Мифологические корни шероховатой платоновской прозы и все остальные ее составляющие, оставшиеся за рамками спектакля, досказывает сценография Александра Боровского и режиссерские находки. К примеру, тема вечного круговорота вещей в природе складывается из нескольких эпизодов: Никита вместе с Отцом (Сергей Качанов) снимают и уносят за дверь доски из высокой перегородки, чтобы потом принести шкаф, пахнущий свежеобструганным деревом, а потом за его створками прячется и рыдает обиженная Люба.
Конечно нам, сегодняшним, сложно понять, что зашифровал в своей повести Платонов. Так же сложно, как съесть хотя бы кусочек хлеба, испеченного в то время: ведь вместе с зерном в него клали лебеду и всякую труху. Но Женовач доказывает, что человеческие чувства, казалось бы, самая хрупкая и эфемерная субстанция на земле, способны восстановить утраченные связи.

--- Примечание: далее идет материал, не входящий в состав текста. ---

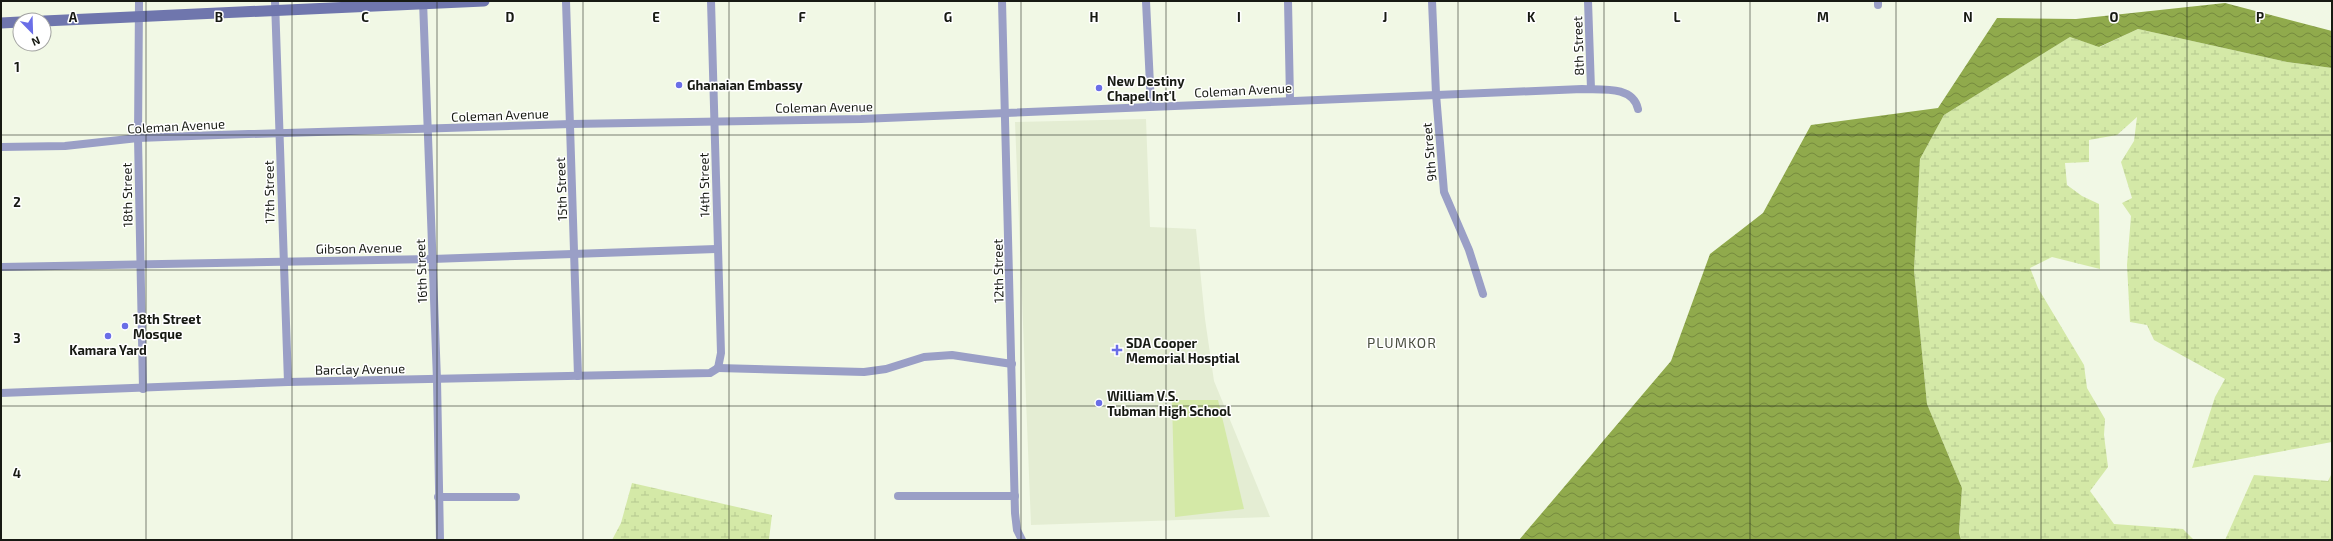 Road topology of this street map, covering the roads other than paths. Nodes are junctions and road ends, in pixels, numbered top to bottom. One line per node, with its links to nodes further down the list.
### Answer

ХУДОЖЕСТВЕННЫЙ РУКОВОДИТЕЛЬ “СТУДИИ ТЕАТРАЛЬНОГО ИСКУССТВА” СЕРГЕЙ ЖЕНОВАЧ: В нашем спектакле есть момент сокровенного разговора. Поэтому очень важно, чтобы зритель, войдя в театр, чувствовал себя не только как посторонний человек. Нам хотелось, чтобы он был готов настроиться на совсем другие взаимоотношения с актерами, более доверительные и открытые. И в то же время мы пытались сделать так, чтобы у зрителей возникло ощущение, что они собрались вместе, что их что-то объединяет. Поэтому перед началом спектакля мы предлагаем им выпить чаю из алюминиевых кружек, наливаем его из алюминиевых чайников. Они могут поесть картошки в мундире с крупной солью, черного хлеба с салом. С одной стороны, это намек на время действия повести. С другой – попытка объединить людей, подготовить их к разговору.

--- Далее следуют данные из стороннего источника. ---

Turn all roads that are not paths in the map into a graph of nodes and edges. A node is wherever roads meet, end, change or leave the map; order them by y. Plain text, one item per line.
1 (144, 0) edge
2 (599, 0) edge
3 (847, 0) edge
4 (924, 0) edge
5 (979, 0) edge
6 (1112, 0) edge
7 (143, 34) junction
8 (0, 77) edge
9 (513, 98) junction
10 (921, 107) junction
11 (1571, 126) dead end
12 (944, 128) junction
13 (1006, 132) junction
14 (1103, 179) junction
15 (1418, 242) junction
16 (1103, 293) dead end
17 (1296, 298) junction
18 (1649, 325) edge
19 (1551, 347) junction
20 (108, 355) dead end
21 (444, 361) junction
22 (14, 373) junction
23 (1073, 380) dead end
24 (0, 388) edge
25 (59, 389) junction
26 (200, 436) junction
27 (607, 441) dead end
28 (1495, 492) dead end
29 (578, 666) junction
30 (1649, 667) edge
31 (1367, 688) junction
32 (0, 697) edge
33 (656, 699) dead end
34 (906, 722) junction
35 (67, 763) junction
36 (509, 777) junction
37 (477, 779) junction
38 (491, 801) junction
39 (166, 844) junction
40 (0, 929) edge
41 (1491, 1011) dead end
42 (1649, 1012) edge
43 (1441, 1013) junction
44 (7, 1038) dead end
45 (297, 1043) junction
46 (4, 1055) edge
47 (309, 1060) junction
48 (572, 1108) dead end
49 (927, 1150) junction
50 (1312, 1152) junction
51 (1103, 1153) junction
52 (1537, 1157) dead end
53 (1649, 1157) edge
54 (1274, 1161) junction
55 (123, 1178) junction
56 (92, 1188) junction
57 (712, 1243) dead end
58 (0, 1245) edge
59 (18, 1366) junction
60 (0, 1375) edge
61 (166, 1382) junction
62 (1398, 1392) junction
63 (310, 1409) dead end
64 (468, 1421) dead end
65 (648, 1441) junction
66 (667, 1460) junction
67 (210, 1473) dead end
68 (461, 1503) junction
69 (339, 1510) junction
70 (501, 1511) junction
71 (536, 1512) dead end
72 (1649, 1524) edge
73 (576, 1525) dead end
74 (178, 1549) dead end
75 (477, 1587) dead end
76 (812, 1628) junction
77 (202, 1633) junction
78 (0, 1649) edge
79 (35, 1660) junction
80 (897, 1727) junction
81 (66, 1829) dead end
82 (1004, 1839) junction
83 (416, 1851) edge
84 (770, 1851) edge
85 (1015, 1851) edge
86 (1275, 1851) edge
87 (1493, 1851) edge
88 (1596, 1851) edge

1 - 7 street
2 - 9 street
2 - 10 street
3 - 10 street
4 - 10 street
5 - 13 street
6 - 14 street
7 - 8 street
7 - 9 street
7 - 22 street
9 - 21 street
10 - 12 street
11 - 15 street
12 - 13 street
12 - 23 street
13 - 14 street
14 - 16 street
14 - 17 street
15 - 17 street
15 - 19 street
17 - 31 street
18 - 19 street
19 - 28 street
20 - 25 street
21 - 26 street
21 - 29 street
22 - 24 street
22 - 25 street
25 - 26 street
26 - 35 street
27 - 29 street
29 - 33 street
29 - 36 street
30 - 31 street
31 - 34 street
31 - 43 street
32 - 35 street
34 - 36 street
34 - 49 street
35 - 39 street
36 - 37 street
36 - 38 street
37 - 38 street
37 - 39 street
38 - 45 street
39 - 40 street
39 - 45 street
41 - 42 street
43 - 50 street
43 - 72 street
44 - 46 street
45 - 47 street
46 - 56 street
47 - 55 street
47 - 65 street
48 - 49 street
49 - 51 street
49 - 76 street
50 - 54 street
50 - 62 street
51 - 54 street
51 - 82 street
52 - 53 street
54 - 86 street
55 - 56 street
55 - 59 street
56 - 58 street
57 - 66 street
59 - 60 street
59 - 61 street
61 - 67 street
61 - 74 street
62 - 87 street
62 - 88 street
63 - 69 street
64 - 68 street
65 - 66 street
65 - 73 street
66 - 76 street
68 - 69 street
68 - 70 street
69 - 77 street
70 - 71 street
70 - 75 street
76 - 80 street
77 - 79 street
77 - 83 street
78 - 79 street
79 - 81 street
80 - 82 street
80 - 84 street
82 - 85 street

У театра своя логика, а у литературы своя. И поэтому очень важно найти сценическую реальность литературы. Мне кажется, в спектакле нет необходимости снова вспоминать, например, обо всех испытаниях, выпавших на долю Никиты. Они носят чисто литературный характер, их интересно читать. А когда мы пробовали это играть, оказалось, что это производит совсем другое впечатление. Гораздо интереснее то, что происходит с Любой и Никитой.
Я считаю, что главное для нас – обрести спектакль, а не следовать букве автора. Главное – почувствовать этот платоновский театр и в меру своих сил попытаться его воссоздать в театральном пространстве.